Re: [PATCH v6 2/3] zram: fix deadlock with sysfs attribute usage and module removal

Luis Chamberlain <mcgrof@xxxxxxxxxx> · Fri, 23 Jul 2021 10:49:19 -0700

On Fri, Jul 23, 2021 at 01:15:49PM +0200, Greg KH wrote:
> On Thu, Jul 22, 2021 at 03:17:05PM -0700, Luis Chamberlain wrote:
> > On Wed, Jul 21, 2021 at 01:29:29PM +0200, Greg KH wrote:
> > > On Fri, Jul 02, 2021 at 05:19:57PM -0700, Luis Chamberlain wrote:
> > > > +#define MODULE_DEVICE_ATTR_FUNC_STORE(_name) \
> > > > +static ssize_t module_ ## _name ## _store(struct device *dev, \
> > > > +				   struct device_attribute *attr, \
> > > > +				   const char *buf, size_t len) \
> > > > +{ \
> > > > +	ssize_t __ret; \
> > > > +	if (!try_module_get(THIS_MODULE)) \
> > > > +		return -ENODEV; \
> > > 
> > > I feel like this needs to be written down somewhere as I see it come up
> > > all the time.
> > 
> > I'll go ahead and cook up a patch to do just this after I send this
> > email out.
> > 
> > > Again, this is racy and broken code.  You can NEVER try to increment
> > > your own module reference count unless it has already been incremented
> > > by someone external first.
> > 
> > In the zram driver's case the sysfs files are still pegged on, because
> > as we noted before the kernfs active reference will ensure the store
> > operation still exists.
> 
> How does that happen without a module lock?

If a read / write operations is happening on a sysfs file created by a
module, the module cannot be removed because it is the module's own
responsibility to remove the sysfs file on module exit.
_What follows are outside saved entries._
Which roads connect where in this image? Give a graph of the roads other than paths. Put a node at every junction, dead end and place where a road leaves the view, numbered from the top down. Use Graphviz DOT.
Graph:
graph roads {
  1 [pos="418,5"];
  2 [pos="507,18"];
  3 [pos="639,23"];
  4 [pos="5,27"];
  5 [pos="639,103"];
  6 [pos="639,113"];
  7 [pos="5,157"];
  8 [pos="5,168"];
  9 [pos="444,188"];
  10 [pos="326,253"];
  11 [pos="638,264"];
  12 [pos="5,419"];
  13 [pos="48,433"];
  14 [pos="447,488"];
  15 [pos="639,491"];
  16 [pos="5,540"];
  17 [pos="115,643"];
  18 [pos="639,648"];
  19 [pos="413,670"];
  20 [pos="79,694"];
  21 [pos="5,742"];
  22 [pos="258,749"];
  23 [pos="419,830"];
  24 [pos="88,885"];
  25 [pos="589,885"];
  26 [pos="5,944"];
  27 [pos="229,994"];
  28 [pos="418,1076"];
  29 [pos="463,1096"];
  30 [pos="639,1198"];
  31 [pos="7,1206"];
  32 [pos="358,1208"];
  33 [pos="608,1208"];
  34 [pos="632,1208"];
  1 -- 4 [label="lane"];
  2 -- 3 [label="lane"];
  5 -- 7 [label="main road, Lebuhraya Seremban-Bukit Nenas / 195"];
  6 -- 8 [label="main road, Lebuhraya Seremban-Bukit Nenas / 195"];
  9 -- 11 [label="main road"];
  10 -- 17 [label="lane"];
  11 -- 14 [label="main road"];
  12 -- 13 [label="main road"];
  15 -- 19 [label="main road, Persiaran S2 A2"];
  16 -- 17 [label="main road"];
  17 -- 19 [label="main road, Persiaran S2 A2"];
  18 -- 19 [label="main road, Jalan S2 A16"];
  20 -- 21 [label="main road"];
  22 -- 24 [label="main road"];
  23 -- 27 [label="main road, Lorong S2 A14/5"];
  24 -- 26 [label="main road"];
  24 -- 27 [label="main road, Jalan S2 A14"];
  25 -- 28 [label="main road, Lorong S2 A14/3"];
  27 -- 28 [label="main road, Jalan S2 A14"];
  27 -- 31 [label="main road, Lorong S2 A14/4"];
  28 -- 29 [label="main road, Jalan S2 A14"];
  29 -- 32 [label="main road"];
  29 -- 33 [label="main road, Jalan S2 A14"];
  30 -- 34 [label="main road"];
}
There is no
module lock. It is inferred.

> > If the driver removes the operation prior to
> > getting the active reference, the write will just fail. kernfs ensures
> > once a file is opened the op is not removed until the operation completes.
> 
> How does it do that?

Using an active reference.

> > If a file is opened then, the module cannot possibly be removed. The
> > piece of information we realy care about is the use of module_is_live()
> > inside try_module_get() which does:
> > 
> > static inline bool module_is_live(struct module *mod)
> > {                                                                               
> > 	return mod->state != MODULE_STATE_GOING;
> > }
> > 
> > The try allows module removal to trump use of the sysfs file. If
> > userspace wants the module removed, it gives up in favor for that
> > operation.
> 
> I do not see the tie in kernfs to module reference counts, what am I
> missing?

Let me try to describe this again. Let's take it step by step, premise
by premise on the inference assumption. Let me know at which point you
disagree.

We are talking about sysfs files and you're argument is that
try_module_get() should lock the module, and so cannot be used
in sysfs files. My point is that such module lock is inferred:

1) Sysfs files are created by a module, that same module is responsible
   for removing the same sysfs files.
2) The module can only be removed and gone, once *all* sysfs files are
   removed first.
3) If any of the module's sysfs files are present the module must
   still be present
4) kernfs ensures that if a file is opened the file will not be
   removed until any pending operation completes
5) If a sysfs file is used to write something, that means the
   sysfs file has not yet been removed, and we know it will
   remain in existance throughout its entire operation
6) When a sysfs file operation is being run, the module must
   always exist

  Luis